Conforme a un esquema usual en muchas tradiciones religiosas de oriente y occidente, la manifestación de Dios se encuentra vinculada al fuego: es llama que arde y calienta. El texto más significativo es el de la zarza ardiente: «Entonces se le apareció el ángel de Yahvé en una llama de fuego en medio de una zarza. Moisés observó y vio que la zarza ardía en el fuego, pero la zarza no se consumía. Entonces Moisés pensó: Iré, pues, y contemplaré esta gran visión; por qué la zarza no se consume. Cuando Yahvé vio que se acercaba para mirar, lo llamó desde en medio de la zarza diciéndole: ¡Moisés, Moisés! Y él respondió: Heme aquí» (Ex 3, 2-4). Este pasaje vincula fuego y zarza (árbol y llama), en paradoja que ilustra el sentido radical de lo divino. Moisés ha tenido que atravesar el desierto y llegar a la montaña sagrada, donde ve a Dios en la zarza que arde. Árbol y arbusto son desde antiguo signos religiosos, como aparece en la historia de Abrahán (encina de Moré: Gen 12, 6) y como sabe la tradición religiosa cananea, combatida por los profetas (culto de la piedra y árbol, de Baal y Ashera).
Pues bien, en este momento, en medio del desierto, la visión de Dios se encuentra vinculada con un árbol ardiente: la misma vegetación se vuelve ardor y fuego donde Dios se manifiesta. Éste es un fuego paradójico: es zarza llameante que arde sin consumirse. Esto es Dios: llama constante, vida que se sigue manteniendo en aquello que parece incapaz de tener vida. Quizá pudiera trazarse un paralelo: los hebreos oprimidos son la zarza, arbusto frágil que en cualquier momento puede quebrar y destruirse, consumidos por el desierto o aniquilados por la montaña de los grandes pueblos de este mundo. Pues bien, en esa pobre zarza se desvela Dios, como vida en aquello que es más débil, más frágil. Moisés ha ido a la Montaña de Dios dispuesto a ver el espectáculo, como simple curioso que mira las cosas desde fuera. Pero Dios, que le hablará desde el fuego de la zarza, tiene otra intención, se manifiesta de otra forma, revelándose como Yahvé (El que Es) y enviándole a liberar a los hebreos.

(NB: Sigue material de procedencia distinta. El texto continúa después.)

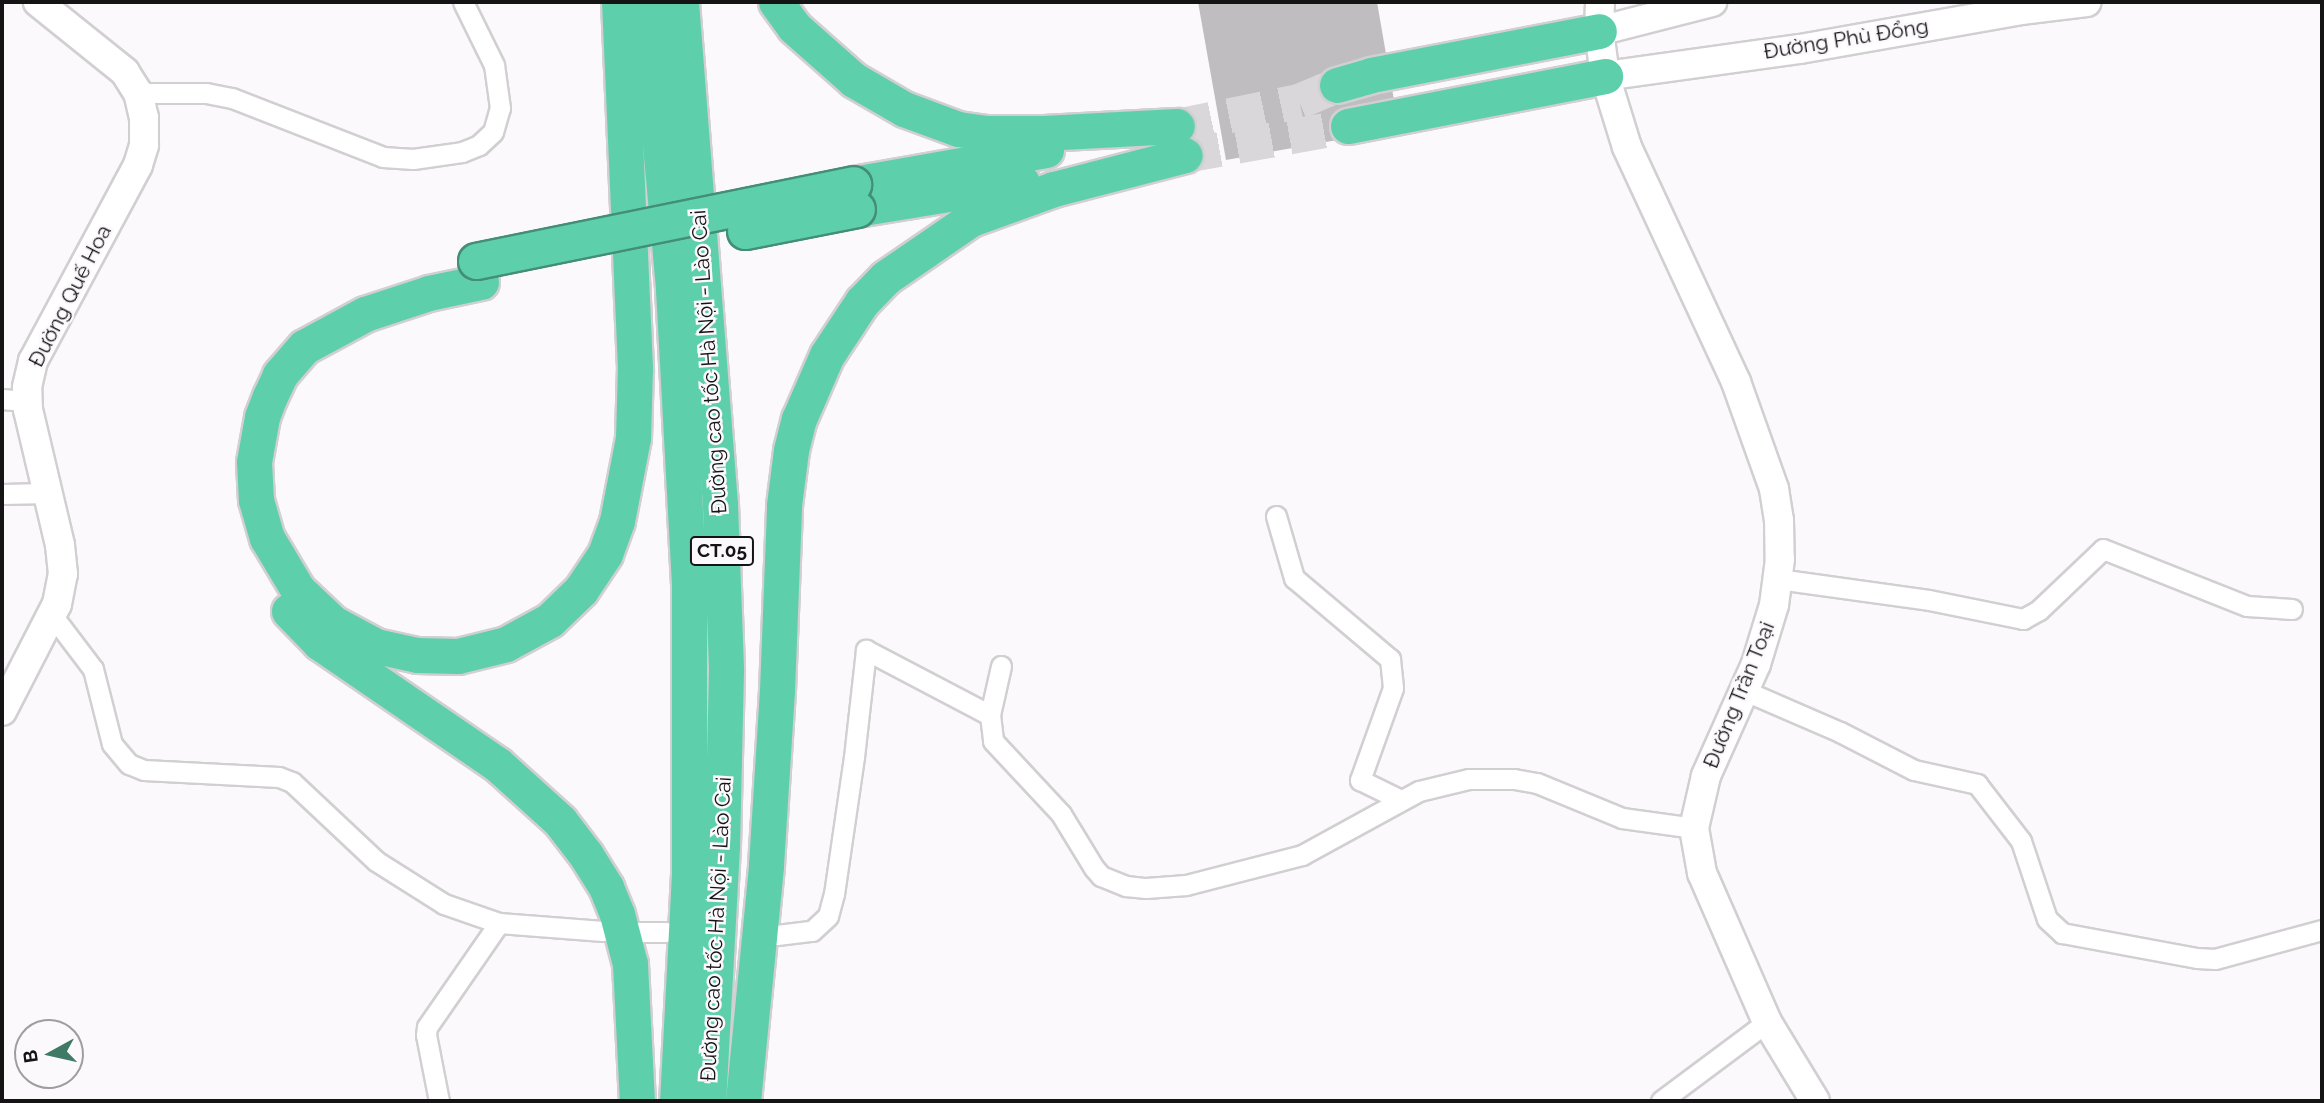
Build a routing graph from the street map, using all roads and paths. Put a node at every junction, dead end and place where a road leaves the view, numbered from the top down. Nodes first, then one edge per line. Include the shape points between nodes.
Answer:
1 (38, 2) edge
2 (463, 2) edge
3 (619, 2) edge
4 (647, 2) edge
5 (681, 2) edge
6 (776, 2) edge
7 (1712, 2) edge
8 (2087, 2) edge
9 (1599, 16) edge
10 (1605, 76) junction
11 (1337, 85) tunnel mouth
12 (138, 93) junction
13 (1348, 126) tunnel mouth
14 (1181, 141) junction
15 (478, 272) junction
16 (15, 400) edge
17 (48, 493) junction
18 (2, 495) edge
19 (1276, 516) dead end
20 (1778, 579) junction
21 (2292, 609) dead end
22 (52, 615) junction
23 (1001, 666) dead end
24 (1744, 690) junction
25 (3, 707) edge
26 (990, 715) junction
27 (1401, 800) junction
28 (1694, 828) junction
29 (499, 923) junction
30 (2322, 930) edge
31 (603, 931) dead end
32 (634, 932) dead end
33 (666, 932) dead end
34 (776, 935) dead end
35 (1766, 1022) junction
36 (439, 1101) edge
37 (637, 1101) edge
38 (677, 1101) edge
39 (708, 1101) edge
40 (743, 1101) edge
41 (1661, 1101) edge
42 (1815, 1101) edge

1 - 12 street, Đường Quế Hoa via 125,72
2 - 12 street via 494,65 500,108 493,132 462,152 414,159 383,157 232,98 206,93
3 - 15 highway via 635,368 634,438 617,521 605,554 581,590 550,620 506,644 458,656 417,655 376,646 333,623 298,590 267,538 257,500 254,461 270,396 280,375 304,347 375,310
4 - 38 highway, Đường cao tốc Hà Nội - Lào Cai / CT.05 via 673,289 689,583 689,874
5 - 39 highway, Đường cao tốc Hà Nội - Lào Cai / CT.05 via 720,504 726,670
6 - 14 highway via 794,27 854,80 904,109 958,129
7 - 9 street
8 - 10 street, Đường Phù Đổng
9 - 10 street, Đường Trần Toại
9 - 11 highway
10 - 13 highway
10 - 20 street, Đường Trần Toại via 1627,147 1737,382 1766,464 1779,520
12 - 16 street, Đường Quế Hoa via 145,145 138,165
14 - 15 highway, bridge via 855,196
14 - 40 highway via 971,219 885,278 827,355 799,419 784,505 766,865
15 - 37 highway via 428,271 357,295 328,308 278,343 260,363 240,414 232,465 234,506 247,548 282,604 320,643 498,764 560,821 586,855 617,914 630,964
16 - 17 street, Đường Quế Hoa
17 - 18 street
17 - 22 street, Đường Quế Hoa via 63,574
19 - 27 street via 1294,578 1390,659 1393,688 1360,780
20 - 21 street via 1929,600 2023,619 2039,610 2104,550 2247,606
20 - 24 street, Đường Trần Toại via 1766,636
22 - 25 street, Đường Quế Hoa
22 - 29 street via 93,669 112,744 129,764 144,770 292,782 353,842 409,885 444,904
23 - 26 street
24 - 28 street, Đường Trần Toại via 1706,776
24 - 30 street via 1914,770 1977,784 2021,841 2047,919 2062,933 2215,959
26 - 27 street via 993,741 1061,814 1094,868 1101,876 1126,886 1186,885 1302,855
26 - 34 street via 866,650 828,916 812,931
27 - 28 street via 1452,781 1514,779 1553,787 1622,818
28 - 35 street, Đường Trần Toại via 1702,873
29 - 31 street
29 - 36 street via 427,1027
32 - 33 street
35 - 41 street
35 - 42 street, Đường Trần Toại

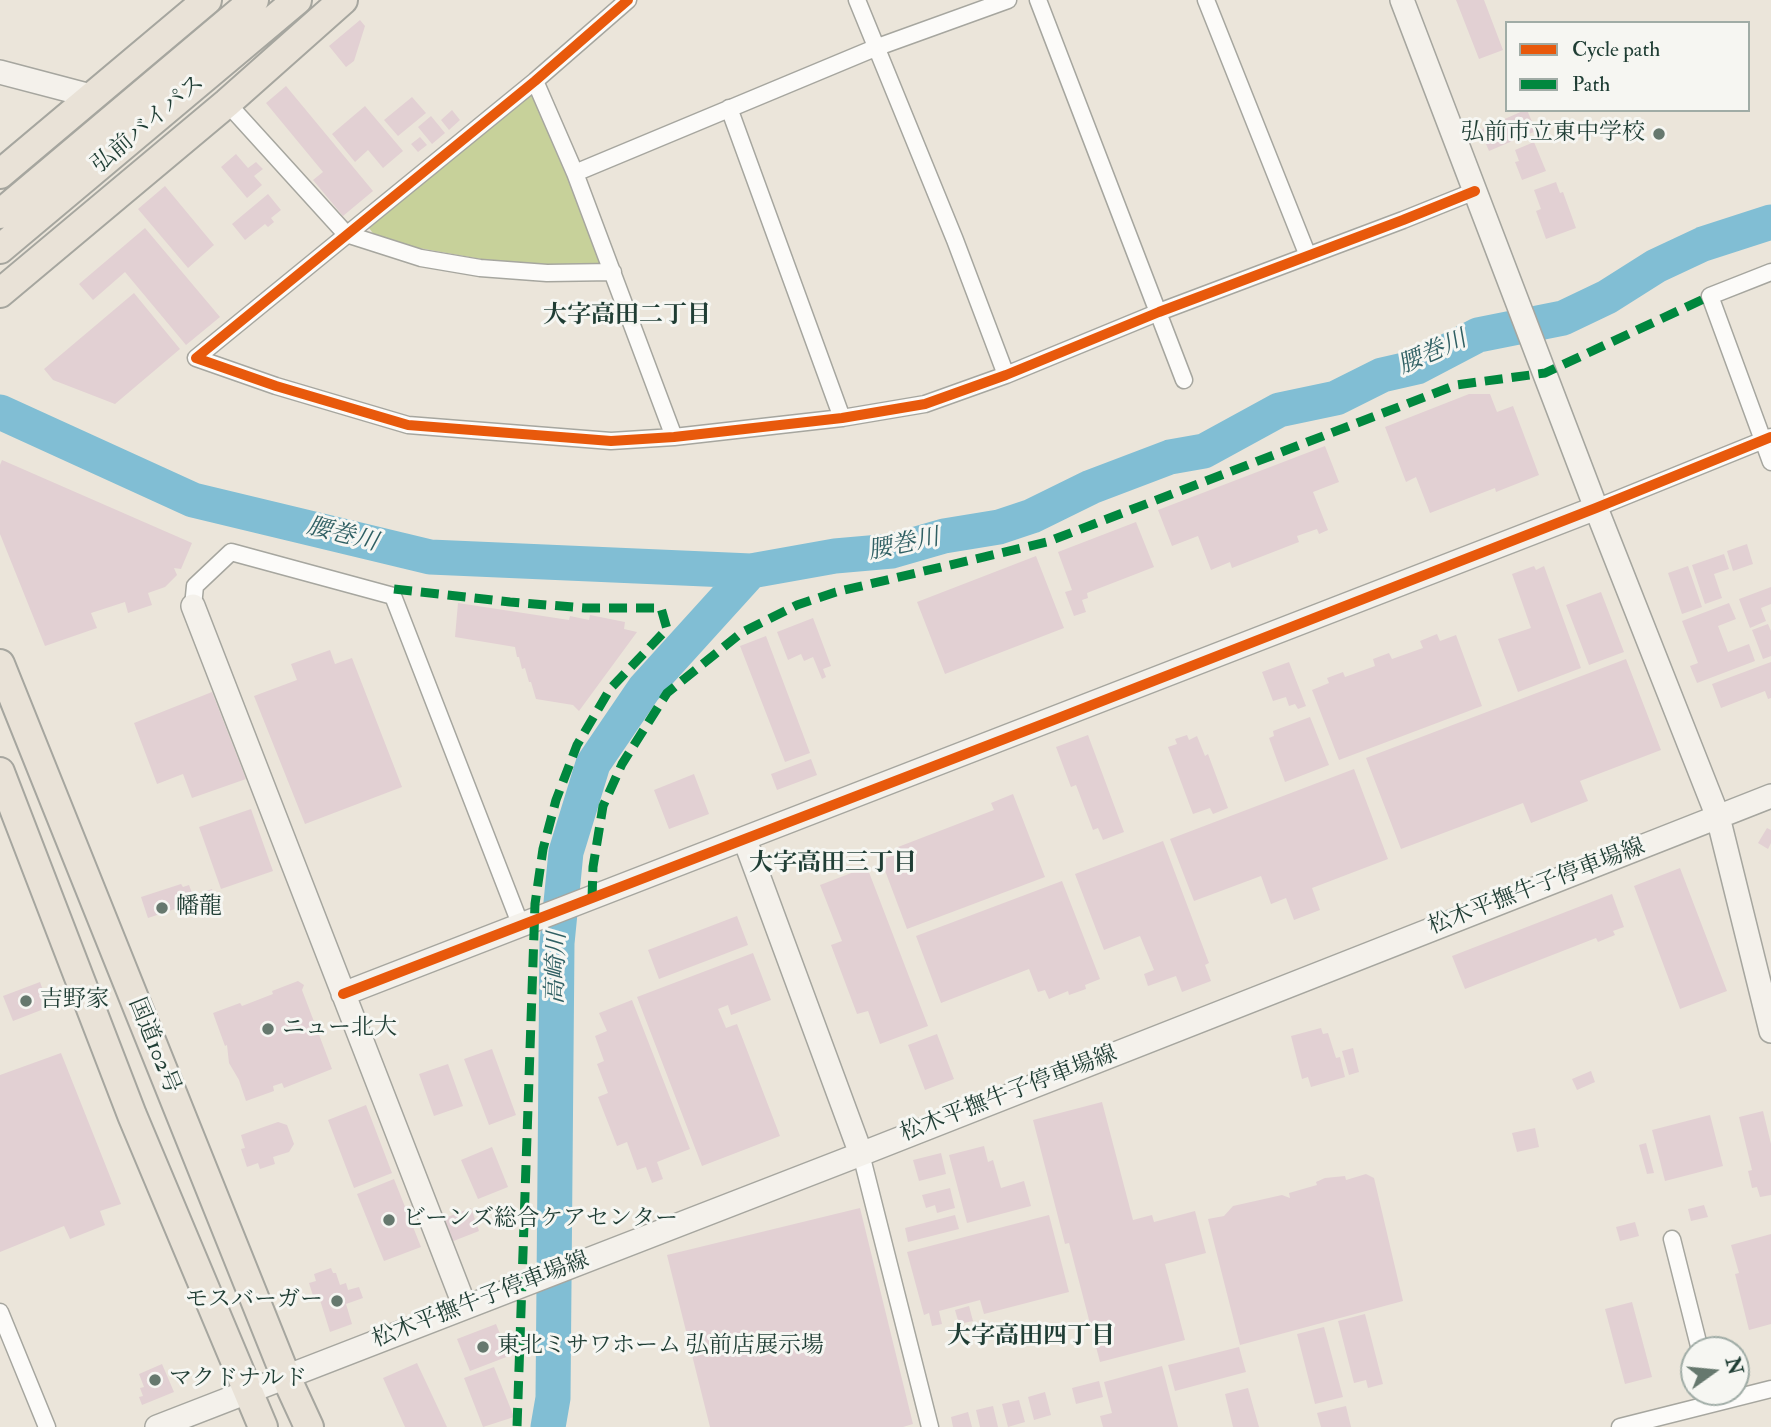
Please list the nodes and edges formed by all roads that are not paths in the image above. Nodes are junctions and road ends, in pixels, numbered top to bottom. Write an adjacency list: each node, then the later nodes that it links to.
1 (207, 0): 14 (highway)
2 (254, 0): 20 (highway, 弘前バイパス)
3 (297, 0): 22 (highway, 弘前バイパス)
4 (343, 0): 15 (highway)
5 (628, 0): 13 (street)
6 (858, 0): 11 (street)
7 (1008, 0): 11 (street)
8 (1038, 0): 27 (street)
9 (1206, 0): 23 (street)
10 (1402, 0): 19 (street)
11 (875, 48): 16 (street); 28 (street)
12 (0, 72): 14 (street)
13 (536, 81): 17 (street); 21 (street)
14 (91, 96): 18 (highway)
15 (227, 103): 21 (street); 26 (highway)
16 (729, 108): 17 (street); 30 (street)
17 (575, 173): 24 (street)
18 (0, 174)
19 (1475, 191): 23 (street); 34 (street)
20 (0, 214)
21 (346, 234): 24 (street); 31 (street)
22 (0, 249)
23 (1308, 256): 27 (street)
24 (613, 272): 31 (street)
25 (1771, 272): 32 (street)
26 (0, 293)
27 (1159, 312): 28 (street); 29 (street)
28 (1006, 375): 30 (street)
29 (1184, 380)
30 (842, 418): 31 (street)
31 (674, 437)
32 (1767, 438): 33 (street); 34 (street)
33 (1771, 462)
34 (1596, 508): 39 (street); 40 (street)
35 (193, 606): 41 (street); 42 (street)
36 (0, 664): 49 (highway, 国道102号)
37 (0, 772): 51 (highway, 国道102号)
38 (1771, 796): 39 (street, 松木平撫牛子停車場線)
39 (1718, 817): 43 (street); 44 (street, 松木平撫牛子停車場線)
40 (745, 840): 41 (street); 44 (street)
41 (530, 923): 42 (street)
42 (343, 994): 46 (street)
43 (1771, 1031)
44 (861, 1154): 46 (street, 松木平撫牛子停車場線); 59 (street)
45 (1672, 1239): 48 (street)
46 (465, 1307): 49 (street, 松木平撫牛子停車場線)
47 (0, 1312): 55 (street)
48 (1696, 1336)
49 (286, 1377): 51 (street, 松木平撫牛子停車場線); 58 (highway, 国道102号)
50 (1771, 1389): 52 (street)
51 (246, 1391): 56 (street, 松木平撫牛子停車場線); 57 (highway, 国道102号)
52 (1750, 1392)
53 (1701, 1406): 54 (street)
54 (1681, 1420): 60 (street)
55 (47, 1427)
56 (157, 1427)
57 (263, 1427)
58 (309, 1427)
59 (930, 1427)
60 (1620, 1427)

(3) Fuego destructor, fuego de castigo

A partir de los pasajes anteriores, la tradición exegética ha distinguido dos tipos de fuego de castigo: uno que destruye a los culpables para siempre (fuego de aniquilación) y otro que les castiga y atormenta, también para siempre (fuego de punición).
(a) Fuego de aniquilación. Es signo de la fuerza destructora de Dios que aniquila a los malvados. El mismo fuego de Dios ejerce una función positiva (da calor, ofrece vida, es signo teofánico) y también otra que es negativa (es terrorífico, destruye todo lo que encuentra). En esa línea, desde un punto de vista filosófico, dentro de la tradición occidental, el fuego puede presentarse como signo de la totalidad cósmica, como principio positivo y cons¬titutivo de la realidad (uno de los cuatro elementos; los otros son agua, tierra, aire) o domo poder destructor, que todo lo aniquila para recrearlo (Heráclito). El fuego, en fin, tiene una clara connotación psicológica y se muestra como expresión de aquel poder que nos condu¬ce a la conquista del mundo (complejo de Prometeo) o nos lleva hacia la luz oscura de la muerte (mito de Empédocles), convirtiéndose así en sinónimo de muerte, destrucción, puro vacío.
(b) Fuego de castigo. No destruye, sino que va quemando sin fin los cuerpos y las almas de los condenados. Esta visión de fuego de castigo que no acaba sólo es posible allí donde se destaca el carácter perverso de algunos hombres y la visión de un Dios juez, que impone una condena sin fin a esos perversos. Éste es un tema clave la teodicea entendida ya de una manera judicial. El viejo sheol de las represen¬taciones antiguas, donde todos por igual perviven tras la muerte, en estado de sombra (pero sin sufrimiento), no responde a la nueva experiencia de Dios y su justicia, que tiene que sancionar a los malvados. Por eso, el sheol se convierte progresivamente en lugar de espera hasta que llegue el juicio que se expresa como salvación o condena (cf. Dan 12, 1-3).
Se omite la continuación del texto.